The pieces — one, called Wet Dog, features the image of a dog shaking itself dry, the other, Stop and Search, features a little girl in a pink dress patting down a soldier — have now resurfaced far, far away from their original home in the Palestinian territories. They are on display, literal chunks of wall cut out of the sides of buildings and bus shelters, in a show called Banksy: Original Street Works at the Keszler Gallery in the Hamptons.

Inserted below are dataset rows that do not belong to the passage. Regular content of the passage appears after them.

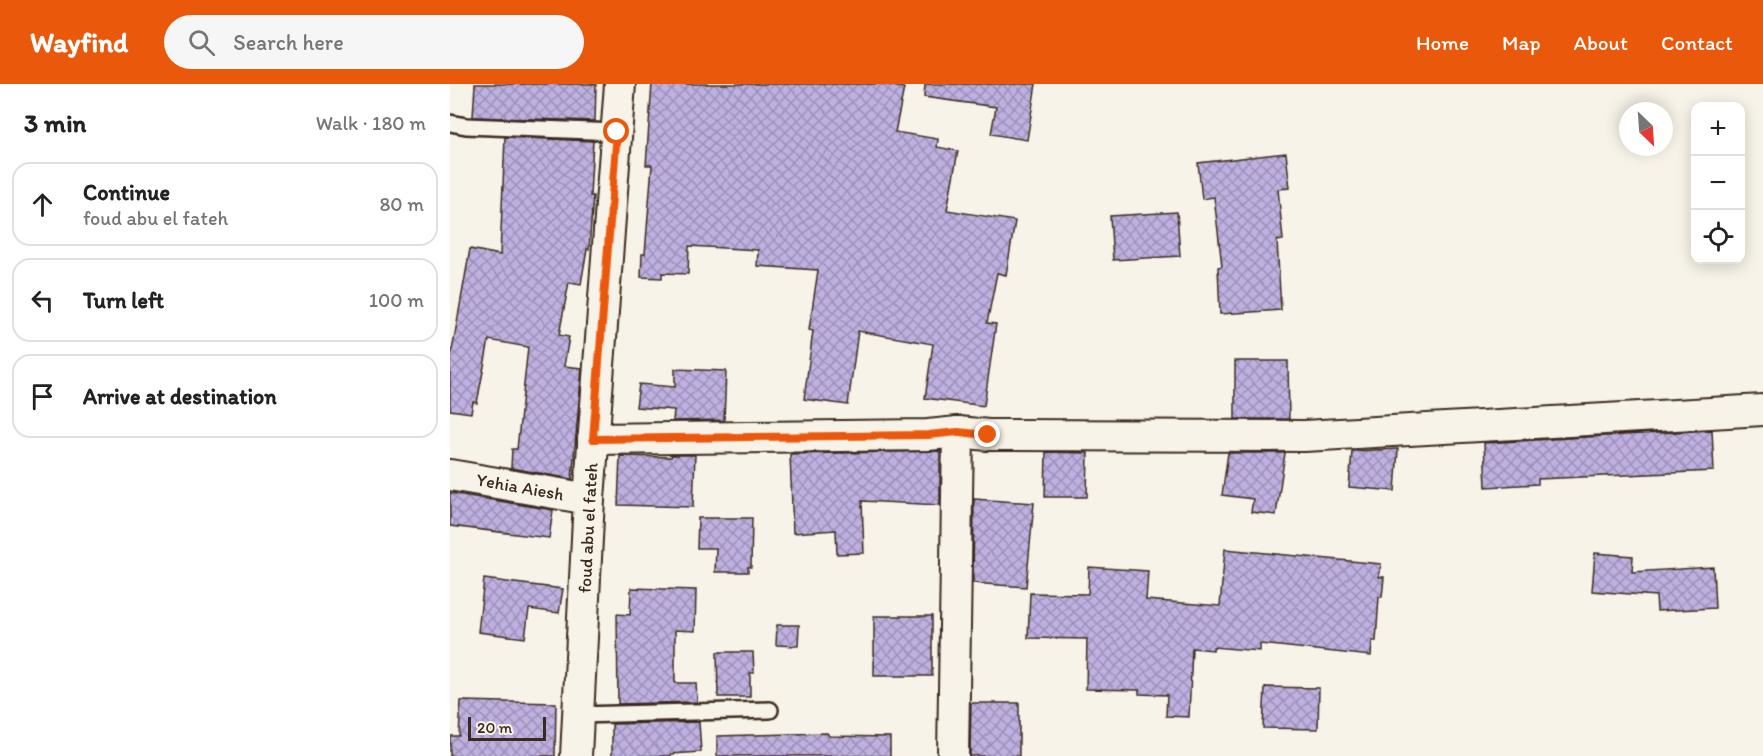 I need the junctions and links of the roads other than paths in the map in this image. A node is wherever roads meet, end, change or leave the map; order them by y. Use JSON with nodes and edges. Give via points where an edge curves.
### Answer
{"nodes":[{"id":1,"x":620,"y":84,"type":"edge"},
{"id":2,"x":450,"y":123,"type":"edge"},
{"id":3,"x":617,"y":132,"type":"junction"},
{"id":4,"x":1763,"y":410,"type":"edge"},
{"id":5,"x":958,"y":432,"type":"junction"},
{"id":6,"x":593,"y":439,"type":"junction"},
{"id":7,"x":450,"y":475,"type":"edge"},
{"id":8,"x":589,"y":499,"type":"junction"},
{"id":9,"x":770,"y":710,"type":"dead end"},
{"id":10,"x":579,"y":715,"type":"junction"},
{"id":11,"x":576,"y":756,"type":"edge"},
{"id":12,"x":953,"y":756,"type":"edge"}],
"edges":[{"from":1,"to":3,"type":"street","name":"foud abu el fateh"},
{"from":2,"to":3,"type":"lane"},
{"from":3,"to":6,"type":"street","name":"foud abu el fateh"},
{"from":4,"to":5,"type":"street","via":[[1304,436]]},
{"from":5,"to":6,"type":"street"},
{"from":5,"to":12,"type":"street"},
{"from":6,"to":8,"type":"street","name":"foud abu el fateh"},
{"from":7,"to":8,"type":"street","name":"Yehia Aiesh"},
{"from":8,"to":10,"type":"street","name":"foud abu el fateh"},
{"from":9,"to":10,"type":"lane"},
{"from":10,"to":11,"type":"street","name":"foud abu el fateh"}]}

Did a Hamptons Art Dealer Steal Banksy Works From the West Bank? Banksy harvesting is certainly nothing new, but the scope of this effort, detailed exhaustively in this promotional video [view at left] released by Keszler, is certainly unprecedented, as is the gallery's sheer brazenness in showing and selling these thought-provoking works that were so clearly meant for public consumption in an area of the world desperately in need of some thought-provocation. So what gives, exactly? Are these works even real? Was Banky, forever the provocateur, perhaps behind this entire endeavor? We approached Pest Control, Banksy's art world proxy, for some answers.
The show certainly isn't sanctioned, a Banksy rep told Gawker. We have no idea if these works are real or not as they are taken out of their original context, and we have not see them to be able to verify.
According to one report, the works were actually taken by Palestinian entrepreneurs, who then sold them to the Keszler Gallery.